* What to produce
Pull every line that includes the word "무양안길" from the data.

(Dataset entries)
-*-*-

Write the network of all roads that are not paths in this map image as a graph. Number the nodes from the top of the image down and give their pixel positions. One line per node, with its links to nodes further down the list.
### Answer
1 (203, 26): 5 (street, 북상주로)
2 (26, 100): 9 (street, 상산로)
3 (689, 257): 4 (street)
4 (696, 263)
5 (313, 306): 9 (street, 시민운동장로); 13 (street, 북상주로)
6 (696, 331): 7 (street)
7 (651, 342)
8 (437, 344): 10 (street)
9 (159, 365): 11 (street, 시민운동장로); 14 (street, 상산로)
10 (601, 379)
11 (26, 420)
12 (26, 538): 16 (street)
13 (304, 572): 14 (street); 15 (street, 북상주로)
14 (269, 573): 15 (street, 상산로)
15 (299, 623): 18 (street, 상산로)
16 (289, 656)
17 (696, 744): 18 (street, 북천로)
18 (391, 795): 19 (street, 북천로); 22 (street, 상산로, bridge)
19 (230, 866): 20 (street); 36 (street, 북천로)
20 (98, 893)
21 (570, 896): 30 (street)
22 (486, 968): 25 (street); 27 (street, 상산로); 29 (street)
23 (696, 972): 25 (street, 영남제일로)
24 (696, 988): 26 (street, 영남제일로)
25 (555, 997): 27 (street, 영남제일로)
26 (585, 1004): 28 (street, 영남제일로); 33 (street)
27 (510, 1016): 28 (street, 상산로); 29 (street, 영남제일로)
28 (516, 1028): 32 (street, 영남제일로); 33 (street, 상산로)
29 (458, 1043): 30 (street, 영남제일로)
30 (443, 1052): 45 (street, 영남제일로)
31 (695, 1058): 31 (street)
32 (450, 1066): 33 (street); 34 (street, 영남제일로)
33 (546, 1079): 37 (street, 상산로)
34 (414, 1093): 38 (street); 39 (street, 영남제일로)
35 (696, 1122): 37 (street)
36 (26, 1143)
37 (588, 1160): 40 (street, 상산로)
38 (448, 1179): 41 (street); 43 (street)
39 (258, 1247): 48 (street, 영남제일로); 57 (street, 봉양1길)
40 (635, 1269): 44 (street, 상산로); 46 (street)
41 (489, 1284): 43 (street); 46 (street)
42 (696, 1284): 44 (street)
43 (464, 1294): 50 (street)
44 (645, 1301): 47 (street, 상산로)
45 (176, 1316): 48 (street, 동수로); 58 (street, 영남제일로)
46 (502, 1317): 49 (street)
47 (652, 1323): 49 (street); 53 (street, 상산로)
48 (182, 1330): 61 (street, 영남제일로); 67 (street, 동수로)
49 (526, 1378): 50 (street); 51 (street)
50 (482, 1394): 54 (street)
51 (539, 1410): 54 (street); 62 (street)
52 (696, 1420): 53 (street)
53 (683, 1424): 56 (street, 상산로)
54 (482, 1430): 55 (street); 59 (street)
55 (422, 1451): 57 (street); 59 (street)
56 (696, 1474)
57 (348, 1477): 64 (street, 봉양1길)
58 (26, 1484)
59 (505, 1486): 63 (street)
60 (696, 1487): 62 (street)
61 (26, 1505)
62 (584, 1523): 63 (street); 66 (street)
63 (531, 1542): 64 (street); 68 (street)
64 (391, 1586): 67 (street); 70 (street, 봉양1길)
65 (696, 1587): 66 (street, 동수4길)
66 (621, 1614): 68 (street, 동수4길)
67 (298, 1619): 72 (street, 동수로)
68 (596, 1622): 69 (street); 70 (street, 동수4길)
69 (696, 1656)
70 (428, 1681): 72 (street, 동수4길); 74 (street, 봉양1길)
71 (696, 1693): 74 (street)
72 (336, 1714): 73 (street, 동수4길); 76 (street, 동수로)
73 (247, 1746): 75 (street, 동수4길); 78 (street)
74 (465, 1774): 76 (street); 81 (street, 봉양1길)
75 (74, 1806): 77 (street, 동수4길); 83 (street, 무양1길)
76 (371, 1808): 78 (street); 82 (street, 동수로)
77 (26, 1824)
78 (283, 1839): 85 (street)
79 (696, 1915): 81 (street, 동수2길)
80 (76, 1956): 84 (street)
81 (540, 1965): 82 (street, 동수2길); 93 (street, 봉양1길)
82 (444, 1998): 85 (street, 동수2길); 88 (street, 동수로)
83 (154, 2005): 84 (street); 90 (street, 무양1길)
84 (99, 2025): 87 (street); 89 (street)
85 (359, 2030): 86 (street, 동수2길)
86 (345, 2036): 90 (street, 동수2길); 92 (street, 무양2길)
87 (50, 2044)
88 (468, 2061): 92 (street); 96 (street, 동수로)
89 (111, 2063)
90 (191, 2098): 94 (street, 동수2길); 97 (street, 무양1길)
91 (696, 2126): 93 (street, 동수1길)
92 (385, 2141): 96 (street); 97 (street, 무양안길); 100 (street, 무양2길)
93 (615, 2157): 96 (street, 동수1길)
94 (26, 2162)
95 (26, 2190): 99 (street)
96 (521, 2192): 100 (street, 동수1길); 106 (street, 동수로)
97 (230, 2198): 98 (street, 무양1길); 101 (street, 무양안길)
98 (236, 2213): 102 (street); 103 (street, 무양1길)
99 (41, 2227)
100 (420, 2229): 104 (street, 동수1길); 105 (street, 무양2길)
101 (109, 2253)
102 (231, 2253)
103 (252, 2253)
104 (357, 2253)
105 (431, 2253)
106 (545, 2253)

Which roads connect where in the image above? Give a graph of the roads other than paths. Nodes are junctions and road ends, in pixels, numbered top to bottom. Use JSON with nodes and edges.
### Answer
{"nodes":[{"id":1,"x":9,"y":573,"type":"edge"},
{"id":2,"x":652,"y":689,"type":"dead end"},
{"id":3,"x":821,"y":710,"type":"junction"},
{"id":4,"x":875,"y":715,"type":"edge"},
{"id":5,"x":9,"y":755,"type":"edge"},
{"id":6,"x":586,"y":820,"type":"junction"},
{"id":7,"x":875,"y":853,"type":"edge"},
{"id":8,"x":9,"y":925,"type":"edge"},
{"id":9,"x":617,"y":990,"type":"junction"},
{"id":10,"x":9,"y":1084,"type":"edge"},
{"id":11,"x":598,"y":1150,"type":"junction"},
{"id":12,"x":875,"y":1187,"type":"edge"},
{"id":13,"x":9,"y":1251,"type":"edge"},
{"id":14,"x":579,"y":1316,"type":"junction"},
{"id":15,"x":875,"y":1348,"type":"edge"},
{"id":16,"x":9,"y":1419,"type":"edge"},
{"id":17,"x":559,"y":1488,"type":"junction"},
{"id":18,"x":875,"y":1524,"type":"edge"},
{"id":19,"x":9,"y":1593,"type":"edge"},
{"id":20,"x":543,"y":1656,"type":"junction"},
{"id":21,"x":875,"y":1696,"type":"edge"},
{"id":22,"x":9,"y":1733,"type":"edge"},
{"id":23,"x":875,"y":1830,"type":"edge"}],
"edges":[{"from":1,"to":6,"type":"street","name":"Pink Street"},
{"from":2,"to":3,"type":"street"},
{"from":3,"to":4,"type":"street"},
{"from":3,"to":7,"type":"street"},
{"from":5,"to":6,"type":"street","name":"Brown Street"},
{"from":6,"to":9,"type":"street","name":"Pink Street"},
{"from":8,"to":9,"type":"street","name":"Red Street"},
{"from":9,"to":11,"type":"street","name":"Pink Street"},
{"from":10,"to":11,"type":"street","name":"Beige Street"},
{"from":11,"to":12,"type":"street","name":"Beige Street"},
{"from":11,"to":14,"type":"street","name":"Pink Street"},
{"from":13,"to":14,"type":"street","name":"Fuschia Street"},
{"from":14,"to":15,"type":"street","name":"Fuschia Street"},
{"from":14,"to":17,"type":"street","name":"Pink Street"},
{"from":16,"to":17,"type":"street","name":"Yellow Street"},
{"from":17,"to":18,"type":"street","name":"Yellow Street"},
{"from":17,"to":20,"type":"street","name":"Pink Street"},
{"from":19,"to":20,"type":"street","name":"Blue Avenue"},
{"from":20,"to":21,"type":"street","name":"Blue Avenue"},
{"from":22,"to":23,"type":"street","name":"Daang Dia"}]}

-*-*-

* Task response
92 (385, 2141): 96 (street); 97 (street, 무양안길); 100 (street, 무양2길)
97 (230, 2198): 98 (street, 무양1길); 101 (street, 무양안길)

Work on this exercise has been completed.